Desperate to shed flab? Well, keep a tab on what you drink rather than what you eat, for a new study says that beverage consumption is actually a bigger factor when it comes to weight loss.
Researchers in the US have found that weight loss is positively associated with a reduction in the intake of liquid calorie consumption and it has a stronger impact on weight than solid calorie intake.
"Both liquid and solid calories were associated with weight change, however, only a reduction in liquid calorie intake was shown to significantly affect weight loss during the six-month study," lead researcher Benjamin Caballero of the Johns Hopkins Bloomberg School of Public Health said.
In their study, the researchers analysed data of 810 adults, aged 25-79 years old, who participated in an 18-month randomised and controlled experiment. They measured participants' weight and height using a calibrated scale and a wall-mounted stadiometer at both 6 and 18 months. Dietary intake was measured by conducting 24-hour dietary recall interviews by telephone. And, the researchers divided beverages into several categories based on calorie content and nutritional contents for the study. For example, composition sugar-sweetened beverages (regular soft drinks, fruit drinks, fruit punch, or high-calorie beverages sweetened with sugar), diet drinks (diet soda and other 'diet' drinks sweetened with artificial sweeteners) and milk.
Caballero said: "A reduction in liquid calorie intake was associated with a weight loss of 0.25 kg at 6 months and 0.24 kg at 18 months."
"Among sugar-sweetened beverages, a reduction of 1 serving was associated with a weight loss of 0.5 kg at 6 months and 0.7 kg at 18 months. Of the seven types of beverages examined, sugar-sweetened beverages were the only beverages significantly associated with weight change."
Added co-researcher Liwei Chen: "Among beverages, sugar-sweetened beverages was the only type significantly associated with weight change at both the 6- and 18-month follow up periods."

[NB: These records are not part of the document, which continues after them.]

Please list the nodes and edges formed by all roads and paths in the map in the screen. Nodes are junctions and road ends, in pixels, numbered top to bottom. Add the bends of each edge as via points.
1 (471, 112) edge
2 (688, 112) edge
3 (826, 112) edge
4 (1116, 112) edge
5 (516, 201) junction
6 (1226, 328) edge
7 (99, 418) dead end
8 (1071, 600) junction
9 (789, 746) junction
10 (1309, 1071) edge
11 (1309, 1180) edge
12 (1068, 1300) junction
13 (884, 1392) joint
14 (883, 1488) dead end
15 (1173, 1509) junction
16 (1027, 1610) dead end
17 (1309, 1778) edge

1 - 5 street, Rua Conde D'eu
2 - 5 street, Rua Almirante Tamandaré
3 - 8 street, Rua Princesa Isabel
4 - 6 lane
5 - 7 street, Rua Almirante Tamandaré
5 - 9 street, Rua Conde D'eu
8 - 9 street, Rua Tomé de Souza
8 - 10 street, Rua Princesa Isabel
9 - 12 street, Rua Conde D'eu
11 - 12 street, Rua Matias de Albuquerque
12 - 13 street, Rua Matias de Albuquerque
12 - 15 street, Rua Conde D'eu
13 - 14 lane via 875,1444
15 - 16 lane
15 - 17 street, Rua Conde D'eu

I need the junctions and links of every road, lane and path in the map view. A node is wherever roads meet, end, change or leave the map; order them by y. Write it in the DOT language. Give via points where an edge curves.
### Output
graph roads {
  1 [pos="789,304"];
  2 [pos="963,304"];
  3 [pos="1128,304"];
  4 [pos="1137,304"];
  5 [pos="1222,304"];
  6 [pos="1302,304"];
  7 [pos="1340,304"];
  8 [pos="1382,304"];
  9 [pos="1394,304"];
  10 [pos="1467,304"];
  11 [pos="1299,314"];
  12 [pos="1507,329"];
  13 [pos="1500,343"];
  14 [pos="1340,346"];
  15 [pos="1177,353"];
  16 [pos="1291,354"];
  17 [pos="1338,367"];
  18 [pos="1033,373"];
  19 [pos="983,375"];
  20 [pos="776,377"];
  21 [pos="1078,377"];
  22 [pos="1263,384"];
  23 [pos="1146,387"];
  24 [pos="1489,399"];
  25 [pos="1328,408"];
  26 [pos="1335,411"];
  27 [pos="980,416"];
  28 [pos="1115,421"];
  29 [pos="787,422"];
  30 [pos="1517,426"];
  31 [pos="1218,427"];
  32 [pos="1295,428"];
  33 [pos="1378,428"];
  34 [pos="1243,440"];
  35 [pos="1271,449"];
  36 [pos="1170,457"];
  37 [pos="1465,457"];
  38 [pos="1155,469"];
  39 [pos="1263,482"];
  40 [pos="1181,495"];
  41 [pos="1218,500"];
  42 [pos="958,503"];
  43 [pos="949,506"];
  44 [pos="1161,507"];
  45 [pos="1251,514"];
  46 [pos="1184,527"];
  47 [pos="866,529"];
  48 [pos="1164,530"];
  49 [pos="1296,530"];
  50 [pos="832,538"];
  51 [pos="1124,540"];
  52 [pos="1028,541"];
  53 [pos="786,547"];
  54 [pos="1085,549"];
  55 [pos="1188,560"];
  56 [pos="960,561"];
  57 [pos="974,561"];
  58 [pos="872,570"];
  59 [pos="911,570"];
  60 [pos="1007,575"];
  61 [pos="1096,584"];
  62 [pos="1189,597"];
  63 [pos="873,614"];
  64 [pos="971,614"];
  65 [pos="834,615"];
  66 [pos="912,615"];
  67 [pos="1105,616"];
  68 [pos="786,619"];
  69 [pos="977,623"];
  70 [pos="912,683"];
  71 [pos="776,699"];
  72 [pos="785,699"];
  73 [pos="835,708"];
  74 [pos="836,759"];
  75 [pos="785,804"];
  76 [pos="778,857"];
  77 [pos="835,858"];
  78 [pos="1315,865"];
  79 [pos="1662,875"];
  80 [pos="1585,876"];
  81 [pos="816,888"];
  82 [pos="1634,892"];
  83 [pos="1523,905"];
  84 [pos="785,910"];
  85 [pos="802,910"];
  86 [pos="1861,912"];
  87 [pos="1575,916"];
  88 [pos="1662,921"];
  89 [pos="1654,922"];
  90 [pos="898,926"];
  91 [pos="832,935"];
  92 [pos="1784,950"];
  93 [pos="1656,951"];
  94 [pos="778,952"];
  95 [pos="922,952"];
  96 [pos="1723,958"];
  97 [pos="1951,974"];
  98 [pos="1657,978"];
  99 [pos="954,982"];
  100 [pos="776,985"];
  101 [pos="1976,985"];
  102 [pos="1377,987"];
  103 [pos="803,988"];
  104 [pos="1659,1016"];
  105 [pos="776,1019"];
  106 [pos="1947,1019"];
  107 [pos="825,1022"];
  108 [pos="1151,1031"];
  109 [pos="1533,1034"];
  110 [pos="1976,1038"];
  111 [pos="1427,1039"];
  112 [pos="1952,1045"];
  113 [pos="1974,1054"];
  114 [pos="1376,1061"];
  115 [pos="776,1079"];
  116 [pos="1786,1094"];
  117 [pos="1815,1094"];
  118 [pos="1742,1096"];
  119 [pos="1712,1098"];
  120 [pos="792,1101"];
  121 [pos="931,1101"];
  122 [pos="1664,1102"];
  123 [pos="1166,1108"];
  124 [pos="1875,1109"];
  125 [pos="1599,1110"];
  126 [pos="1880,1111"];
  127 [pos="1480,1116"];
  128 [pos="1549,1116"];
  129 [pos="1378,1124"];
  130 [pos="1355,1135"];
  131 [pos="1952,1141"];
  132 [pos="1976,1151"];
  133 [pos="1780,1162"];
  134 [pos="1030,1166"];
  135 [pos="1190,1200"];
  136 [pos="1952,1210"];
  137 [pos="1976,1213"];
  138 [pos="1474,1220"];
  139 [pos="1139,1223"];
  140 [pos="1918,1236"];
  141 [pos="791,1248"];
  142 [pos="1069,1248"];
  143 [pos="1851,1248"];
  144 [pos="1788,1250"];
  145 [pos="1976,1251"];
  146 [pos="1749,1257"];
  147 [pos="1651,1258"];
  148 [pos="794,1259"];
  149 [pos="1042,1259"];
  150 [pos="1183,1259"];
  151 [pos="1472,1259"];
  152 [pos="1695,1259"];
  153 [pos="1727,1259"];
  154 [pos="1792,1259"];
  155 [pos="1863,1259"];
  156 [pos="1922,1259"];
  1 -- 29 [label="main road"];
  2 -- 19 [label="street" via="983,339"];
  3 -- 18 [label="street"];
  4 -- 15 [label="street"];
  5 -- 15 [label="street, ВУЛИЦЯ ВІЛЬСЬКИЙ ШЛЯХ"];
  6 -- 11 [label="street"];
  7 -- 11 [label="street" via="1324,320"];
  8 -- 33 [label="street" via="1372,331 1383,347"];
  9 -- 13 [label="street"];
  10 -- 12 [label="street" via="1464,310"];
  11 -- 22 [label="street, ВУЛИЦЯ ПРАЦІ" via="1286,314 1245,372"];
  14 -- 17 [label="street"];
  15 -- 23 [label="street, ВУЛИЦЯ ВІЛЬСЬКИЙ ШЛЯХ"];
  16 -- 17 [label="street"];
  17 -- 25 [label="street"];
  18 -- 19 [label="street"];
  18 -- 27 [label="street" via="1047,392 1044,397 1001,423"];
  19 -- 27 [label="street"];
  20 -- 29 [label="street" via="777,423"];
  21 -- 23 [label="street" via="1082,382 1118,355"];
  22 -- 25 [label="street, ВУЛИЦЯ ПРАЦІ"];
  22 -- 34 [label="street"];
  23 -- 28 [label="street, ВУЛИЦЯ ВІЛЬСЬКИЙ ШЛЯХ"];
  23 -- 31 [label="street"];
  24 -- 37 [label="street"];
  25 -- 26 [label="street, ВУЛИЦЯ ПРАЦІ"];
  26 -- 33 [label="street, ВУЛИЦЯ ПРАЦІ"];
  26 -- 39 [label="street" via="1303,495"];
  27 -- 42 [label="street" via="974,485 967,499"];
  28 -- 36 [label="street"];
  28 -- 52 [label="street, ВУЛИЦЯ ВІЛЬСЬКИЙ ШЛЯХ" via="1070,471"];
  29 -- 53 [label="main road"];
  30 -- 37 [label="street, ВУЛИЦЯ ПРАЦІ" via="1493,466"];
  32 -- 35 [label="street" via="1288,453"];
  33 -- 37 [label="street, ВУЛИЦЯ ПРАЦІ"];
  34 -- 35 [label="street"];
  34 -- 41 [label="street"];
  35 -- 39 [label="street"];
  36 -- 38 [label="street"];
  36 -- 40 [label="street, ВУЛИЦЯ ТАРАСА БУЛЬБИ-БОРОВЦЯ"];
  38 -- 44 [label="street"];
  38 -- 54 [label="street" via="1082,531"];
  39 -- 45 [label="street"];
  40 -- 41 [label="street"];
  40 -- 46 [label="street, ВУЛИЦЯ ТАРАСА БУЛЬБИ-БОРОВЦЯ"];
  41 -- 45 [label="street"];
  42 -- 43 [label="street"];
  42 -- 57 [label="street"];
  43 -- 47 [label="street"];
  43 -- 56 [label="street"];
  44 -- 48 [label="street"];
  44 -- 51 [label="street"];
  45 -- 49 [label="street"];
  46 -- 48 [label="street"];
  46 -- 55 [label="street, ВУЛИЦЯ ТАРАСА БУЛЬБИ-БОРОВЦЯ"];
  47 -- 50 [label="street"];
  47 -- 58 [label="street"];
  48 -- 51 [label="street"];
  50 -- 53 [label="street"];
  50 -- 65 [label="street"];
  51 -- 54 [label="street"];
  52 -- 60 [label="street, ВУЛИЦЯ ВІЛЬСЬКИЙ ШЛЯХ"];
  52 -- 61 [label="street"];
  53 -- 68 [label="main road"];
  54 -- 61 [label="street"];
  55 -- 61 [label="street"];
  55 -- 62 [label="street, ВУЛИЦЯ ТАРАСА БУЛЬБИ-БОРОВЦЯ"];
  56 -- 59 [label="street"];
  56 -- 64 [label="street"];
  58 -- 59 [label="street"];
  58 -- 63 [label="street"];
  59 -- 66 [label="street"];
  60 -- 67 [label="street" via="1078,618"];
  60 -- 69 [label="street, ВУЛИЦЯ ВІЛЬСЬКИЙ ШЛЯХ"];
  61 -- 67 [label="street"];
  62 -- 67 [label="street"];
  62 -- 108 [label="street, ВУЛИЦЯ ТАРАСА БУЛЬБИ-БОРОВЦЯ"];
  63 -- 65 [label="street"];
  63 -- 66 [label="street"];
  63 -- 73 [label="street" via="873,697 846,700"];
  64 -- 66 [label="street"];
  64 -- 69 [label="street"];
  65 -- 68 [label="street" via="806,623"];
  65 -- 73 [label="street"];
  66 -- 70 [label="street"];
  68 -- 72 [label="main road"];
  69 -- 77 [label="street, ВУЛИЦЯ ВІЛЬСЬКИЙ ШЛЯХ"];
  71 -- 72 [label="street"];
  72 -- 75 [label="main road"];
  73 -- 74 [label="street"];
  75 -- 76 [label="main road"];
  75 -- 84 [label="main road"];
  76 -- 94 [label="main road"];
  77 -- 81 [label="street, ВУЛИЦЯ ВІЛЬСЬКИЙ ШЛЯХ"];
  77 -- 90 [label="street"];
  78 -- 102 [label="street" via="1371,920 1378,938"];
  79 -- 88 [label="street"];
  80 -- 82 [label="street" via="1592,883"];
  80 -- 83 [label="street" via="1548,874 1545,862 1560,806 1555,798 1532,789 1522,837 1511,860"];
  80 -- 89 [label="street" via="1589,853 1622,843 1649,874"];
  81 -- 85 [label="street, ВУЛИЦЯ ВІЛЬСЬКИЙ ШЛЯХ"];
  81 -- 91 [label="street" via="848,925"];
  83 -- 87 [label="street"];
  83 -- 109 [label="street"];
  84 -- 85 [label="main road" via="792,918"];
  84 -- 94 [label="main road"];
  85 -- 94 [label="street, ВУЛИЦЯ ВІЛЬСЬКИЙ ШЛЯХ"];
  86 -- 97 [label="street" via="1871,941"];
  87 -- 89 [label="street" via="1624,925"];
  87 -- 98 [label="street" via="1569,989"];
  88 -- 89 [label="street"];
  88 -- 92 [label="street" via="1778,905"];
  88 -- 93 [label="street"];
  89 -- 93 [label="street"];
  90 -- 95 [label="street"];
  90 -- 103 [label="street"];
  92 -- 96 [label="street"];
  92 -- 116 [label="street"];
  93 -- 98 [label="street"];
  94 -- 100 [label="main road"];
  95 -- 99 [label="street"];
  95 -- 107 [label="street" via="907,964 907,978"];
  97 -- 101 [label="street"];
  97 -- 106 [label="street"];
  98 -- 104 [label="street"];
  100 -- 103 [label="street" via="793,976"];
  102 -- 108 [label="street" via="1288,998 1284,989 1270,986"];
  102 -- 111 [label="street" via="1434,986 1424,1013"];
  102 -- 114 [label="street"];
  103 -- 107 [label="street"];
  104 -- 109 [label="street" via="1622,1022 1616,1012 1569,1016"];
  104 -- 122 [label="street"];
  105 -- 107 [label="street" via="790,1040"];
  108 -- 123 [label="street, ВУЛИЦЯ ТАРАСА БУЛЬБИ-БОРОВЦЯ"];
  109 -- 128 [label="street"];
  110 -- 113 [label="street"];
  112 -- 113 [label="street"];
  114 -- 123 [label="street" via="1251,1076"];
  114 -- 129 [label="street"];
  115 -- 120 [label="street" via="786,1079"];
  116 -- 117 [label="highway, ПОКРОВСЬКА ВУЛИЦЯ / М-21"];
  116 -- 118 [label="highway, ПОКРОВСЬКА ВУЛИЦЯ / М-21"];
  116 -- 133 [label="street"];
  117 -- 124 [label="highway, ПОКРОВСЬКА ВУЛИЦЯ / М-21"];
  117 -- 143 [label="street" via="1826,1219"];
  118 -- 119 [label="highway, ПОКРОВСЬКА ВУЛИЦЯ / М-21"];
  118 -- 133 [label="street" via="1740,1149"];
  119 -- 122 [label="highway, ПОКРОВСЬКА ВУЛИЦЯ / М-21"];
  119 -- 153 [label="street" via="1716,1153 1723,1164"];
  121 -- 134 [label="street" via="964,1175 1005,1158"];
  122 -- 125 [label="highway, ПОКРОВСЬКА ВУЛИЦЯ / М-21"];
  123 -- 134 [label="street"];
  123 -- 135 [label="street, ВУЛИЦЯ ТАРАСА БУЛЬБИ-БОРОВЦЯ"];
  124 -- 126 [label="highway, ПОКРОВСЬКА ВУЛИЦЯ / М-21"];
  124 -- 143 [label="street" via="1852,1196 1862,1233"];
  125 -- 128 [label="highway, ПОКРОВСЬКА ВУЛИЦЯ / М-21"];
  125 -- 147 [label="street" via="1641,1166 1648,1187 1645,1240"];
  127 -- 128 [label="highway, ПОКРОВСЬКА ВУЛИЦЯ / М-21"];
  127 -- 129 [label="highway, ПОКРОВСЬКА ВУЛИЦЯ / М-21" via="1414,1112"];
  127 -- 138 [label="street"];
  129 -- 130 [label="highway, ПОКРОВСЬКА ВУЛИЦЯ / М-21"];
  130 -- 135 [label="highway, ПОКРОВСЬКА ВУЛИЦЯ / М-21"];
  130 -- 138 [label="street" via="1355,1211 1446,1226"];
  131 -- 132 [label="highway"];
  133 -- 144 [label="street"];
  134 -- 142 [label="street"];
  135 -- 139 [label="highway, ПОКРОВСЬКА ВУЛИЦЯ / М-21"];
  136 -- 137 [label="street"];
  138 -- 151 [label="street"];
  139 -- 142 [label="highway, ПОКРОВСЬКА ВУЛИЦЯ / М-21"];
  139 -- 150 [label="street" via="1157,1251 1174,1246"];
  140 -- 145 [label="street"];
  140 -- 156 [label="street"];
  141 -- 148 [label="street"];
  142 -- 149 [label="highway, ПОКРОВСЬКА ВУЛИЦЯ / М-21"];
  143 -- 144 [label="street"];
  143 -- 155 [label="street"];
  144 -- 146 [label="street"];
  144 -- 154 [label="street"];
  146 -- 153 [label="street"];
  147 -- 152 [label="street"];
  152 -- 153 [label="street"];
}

"Changes in the consumption of diet drinks and alcoholic beverages were inversely associated with weight loss, but were not statistically significant. Our study supports policy recommendations and public health efforts to reduce intakes of liquid calories, particularly from sugar-sweetened beverages, in the general population."
The findings are published in the American Journal of Clinical Nutrition.